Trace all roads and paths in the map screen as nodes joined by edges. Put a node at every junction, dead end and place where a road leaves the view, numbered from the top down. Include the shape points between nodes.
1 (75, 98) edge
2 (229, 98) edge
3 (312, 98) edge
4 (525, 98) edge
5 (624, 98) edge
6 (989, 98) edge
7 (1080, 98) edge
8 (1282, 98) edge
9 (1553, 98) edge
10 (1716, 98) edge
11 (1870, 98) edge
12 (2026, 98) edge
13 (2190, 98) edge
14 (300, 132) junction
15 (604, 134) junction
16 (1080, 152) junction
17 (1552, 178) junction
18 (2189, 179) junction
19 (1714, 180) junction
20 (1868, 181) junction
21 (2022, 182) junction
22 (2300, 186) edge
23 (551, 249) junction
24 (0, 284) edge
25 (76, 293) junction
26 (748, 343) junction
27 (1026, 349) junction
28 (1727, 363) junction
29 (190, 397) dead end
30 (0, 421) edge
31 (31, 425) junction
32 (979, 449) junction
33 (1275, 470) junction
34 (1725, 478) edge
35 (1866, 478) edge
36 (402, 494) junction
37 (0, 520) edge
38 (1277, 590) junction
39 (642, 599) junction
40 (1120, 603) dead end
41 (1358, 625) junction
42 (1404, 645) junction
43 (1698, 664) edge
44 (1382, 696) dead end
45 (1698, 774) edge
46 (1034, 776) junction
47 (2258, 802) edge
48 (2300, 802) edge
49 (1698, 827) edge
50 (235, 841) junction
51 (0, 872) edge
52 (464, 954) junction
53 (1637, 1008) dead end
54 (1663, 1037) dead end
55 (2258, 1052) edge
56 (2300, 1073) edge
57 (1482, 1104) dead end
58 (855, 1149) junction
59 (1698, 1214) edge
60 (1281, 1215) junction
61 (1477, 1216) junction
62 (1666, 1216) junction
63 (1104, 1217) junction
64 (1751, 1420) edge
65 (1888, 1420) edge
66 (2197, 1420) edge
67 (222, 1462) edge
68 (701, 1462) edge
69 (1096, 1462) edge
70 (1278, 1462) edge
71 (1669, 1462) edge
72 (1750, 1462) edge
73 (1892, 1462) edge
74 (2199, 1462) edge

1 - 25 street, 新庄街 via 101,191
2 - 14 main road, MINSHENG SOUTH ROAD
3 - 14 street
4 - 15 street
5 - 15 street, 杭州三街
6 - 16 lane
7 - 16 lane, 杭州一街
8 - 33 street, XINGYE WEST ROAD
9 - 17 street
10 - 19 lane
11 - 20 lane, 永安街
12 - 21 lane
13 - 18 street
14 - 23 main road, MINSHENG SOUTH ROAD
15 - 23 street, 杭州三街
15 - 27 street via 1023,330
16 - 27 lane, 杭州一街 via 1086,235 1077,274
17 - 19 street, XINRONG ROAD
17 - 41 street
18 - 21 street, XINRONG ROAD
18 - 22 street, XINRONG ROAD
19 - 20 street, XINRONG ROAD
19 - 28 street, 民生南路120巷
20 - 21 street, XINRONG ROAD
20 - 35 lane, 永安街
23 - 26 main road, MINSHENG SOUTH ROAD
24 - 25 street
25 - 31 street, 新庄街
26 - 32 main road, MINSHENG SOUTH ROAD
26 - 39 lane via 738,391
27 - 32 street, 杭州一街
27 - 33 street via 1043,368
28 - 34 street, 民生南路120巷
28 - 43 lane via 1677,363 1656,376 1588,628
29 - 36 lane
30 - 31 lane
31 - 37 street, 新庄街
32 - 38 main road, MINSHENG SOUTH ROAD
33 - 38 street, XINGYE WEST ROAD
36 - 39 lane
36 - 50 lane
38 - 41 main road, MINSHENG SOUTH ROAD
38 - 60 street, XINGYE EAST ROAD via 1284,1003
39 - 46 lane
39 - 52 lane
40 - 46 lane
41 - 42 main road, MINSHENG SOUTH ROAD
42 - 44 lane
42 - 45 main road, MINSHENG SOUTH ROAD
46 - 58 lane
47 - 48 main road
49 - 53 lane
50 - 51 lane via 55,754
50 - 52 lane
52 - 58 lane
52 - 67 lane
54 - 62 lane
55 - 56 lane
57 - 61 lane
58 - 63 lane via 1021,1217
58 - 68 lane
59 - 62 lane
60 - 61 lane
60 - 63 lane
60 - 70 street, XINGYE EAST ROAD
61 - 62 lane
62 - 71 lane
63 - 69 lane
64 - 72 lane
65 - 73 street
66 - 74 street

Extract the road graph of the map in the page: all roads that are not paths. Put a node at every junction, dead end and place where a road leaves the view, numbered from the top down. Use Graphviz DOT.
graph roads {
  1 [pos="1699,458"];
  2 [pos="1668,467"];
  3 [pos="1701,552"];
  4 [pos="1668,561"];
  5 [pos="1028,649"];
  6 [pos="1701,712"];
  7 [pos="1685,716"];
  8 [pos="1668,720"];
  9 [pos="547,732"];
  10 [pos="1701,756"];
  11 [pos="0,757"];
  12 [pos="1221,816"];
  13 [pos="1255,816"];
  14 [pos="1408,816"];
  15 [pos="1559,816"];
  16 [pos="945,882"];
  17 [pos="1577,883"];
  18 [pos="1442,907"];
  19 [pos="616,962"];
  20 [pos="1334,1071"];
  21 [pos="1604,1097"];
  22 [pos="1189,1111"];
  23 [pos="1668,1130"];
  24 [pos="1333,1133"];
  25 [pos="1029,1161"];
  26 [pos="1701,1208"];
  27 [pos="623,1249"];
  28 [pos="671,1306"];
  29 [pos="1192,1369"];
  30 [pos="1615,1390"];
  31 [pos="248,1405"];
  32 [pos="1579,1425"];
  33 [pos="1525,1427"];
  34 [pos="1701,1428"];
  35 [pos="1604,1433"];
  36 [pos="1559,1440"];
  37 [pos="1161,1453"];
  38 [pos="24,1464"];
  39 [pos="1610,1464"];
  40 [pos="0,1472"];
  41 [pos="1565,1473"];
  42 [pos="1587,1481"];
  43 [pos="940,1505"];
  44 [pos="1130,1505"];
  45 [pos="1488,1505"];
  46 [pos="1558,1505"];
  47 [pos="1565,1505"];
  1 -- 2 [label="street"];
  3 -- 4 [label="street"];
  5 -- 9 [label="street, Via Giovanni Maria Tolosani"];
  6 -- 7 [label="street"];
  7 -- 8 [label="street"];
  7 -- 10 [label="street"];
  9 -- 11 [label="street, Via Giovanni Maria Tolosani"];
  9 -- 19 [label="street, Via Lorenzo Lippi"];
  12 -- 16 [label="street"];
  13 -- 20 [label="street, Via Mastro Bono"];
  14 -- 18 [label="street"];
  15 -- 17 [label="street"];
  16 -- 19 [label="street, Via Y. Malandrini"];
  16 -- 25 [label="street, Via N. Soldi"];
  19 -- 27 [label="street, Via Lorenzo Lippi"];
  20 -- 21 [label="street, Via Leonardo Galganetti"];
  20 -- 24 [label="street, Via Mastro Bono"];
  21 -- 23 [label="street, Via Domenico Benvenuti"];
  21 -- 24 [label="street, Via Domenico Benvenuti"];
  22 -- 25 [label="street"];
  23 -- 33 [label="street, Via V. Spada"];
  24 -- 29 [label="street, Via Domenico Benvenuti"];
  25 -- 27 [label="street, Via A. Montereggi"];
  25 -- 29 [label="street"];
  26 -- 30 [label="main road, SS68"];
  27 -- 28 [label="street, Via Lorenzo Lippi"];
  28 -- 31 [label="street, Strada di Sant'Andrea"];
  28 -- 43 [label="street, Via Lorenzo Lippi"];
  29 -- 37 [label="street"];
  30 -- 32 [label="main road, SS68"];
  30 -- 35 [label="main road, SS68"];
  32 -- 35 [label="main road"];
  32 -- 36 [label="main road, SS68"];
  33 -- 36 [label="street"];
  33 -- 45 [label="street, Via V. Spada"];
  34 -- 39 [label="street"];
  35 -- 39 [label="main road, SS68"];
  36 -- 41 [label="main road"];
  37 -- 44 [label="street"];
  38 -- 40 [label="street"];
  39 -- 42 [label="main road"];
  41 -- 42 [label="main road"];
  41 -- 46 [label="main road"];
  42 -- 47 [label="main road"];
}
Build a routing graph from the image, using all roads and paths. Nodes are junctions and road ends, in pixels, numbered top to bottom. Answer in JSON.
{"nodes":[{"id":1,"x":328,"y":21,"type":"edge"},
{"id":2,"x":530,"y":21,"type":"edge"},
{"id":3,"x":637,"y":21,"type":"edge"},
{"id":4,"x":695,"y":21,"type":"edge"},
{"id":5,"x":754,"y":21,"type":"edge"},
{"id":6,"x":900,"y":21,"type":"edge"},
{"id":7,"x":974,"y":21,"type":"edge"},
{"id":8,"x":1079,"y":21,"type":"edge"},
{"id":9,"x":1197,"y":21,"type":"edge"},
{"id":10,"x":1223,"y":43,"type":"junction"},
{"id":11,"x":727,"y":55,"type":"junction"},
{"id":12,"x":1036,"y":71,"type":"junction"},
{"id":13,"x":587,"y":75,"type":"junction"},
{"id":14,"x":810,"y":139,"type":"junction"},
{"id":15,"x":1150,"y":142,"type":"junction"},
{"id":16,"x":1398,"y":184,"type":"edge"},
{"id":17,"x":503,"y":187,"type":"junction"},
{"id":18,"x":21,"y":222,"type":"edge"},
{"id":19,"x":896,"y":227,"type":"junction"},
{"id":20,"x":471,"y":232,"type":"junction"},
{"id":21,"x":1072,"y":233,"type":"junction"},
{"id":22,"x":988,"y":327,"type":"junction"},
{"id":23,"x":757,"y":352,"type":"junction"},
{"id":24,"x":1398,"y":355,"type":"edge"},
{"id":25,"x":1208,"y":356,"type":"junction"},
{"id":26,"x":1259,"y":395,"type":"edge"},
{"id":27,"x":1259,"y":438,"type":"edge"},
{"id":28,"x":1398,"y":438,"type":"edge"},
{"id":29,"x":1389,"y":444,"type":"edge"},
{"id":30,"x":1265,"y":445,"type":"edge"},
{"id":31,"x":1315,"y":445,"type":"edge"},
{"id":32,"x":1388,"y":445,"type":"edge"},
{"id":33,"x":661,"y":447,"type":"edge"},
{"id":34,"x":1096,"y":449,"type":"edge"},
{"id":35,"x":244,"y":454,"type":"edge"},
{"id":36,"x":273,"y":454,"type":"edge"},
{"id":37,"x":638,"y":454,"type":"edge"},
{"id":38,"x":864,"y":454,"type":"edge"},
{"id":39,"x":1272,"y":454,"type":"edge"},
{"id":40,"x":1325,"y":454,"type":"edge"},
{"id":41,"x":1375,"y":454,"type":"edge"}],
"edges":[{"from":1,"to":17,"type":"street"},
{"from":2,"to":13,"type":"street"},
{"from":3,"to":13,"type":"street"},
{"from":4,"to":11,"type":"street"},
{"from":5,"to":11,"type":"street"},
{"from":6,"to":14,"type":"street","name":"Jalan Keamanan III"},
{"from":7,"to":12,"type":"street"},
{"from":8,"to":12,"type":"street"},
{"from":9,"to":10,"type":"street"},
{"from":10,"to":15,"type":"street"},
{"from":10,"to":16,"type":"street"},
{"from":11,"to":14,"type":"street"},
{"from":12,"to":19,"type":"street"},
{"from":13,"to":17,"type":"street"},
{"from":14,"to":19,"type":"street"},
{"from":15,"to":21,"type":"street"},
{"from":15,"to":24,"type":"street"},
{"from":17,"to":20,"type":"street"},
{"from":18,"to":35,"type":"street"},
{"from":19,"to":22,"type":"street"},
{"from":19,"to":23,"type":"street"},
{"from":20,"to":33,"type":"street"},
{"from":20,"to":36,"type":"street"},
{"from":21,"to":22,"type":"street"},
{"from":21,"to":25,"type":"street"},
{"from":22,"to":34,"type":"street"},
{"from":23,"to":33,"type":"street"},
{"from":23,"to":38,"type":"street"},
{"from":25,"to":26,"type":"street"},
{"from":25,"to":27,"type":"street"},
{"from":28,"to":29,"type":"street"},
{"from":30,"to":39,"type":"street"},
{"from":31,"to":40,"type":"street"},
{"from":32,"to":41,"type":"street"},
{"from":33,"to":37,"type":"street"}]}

#### What the task requires
A single number is the answer here: how many lines above carry the string "leaves"?

#### Exercise result
2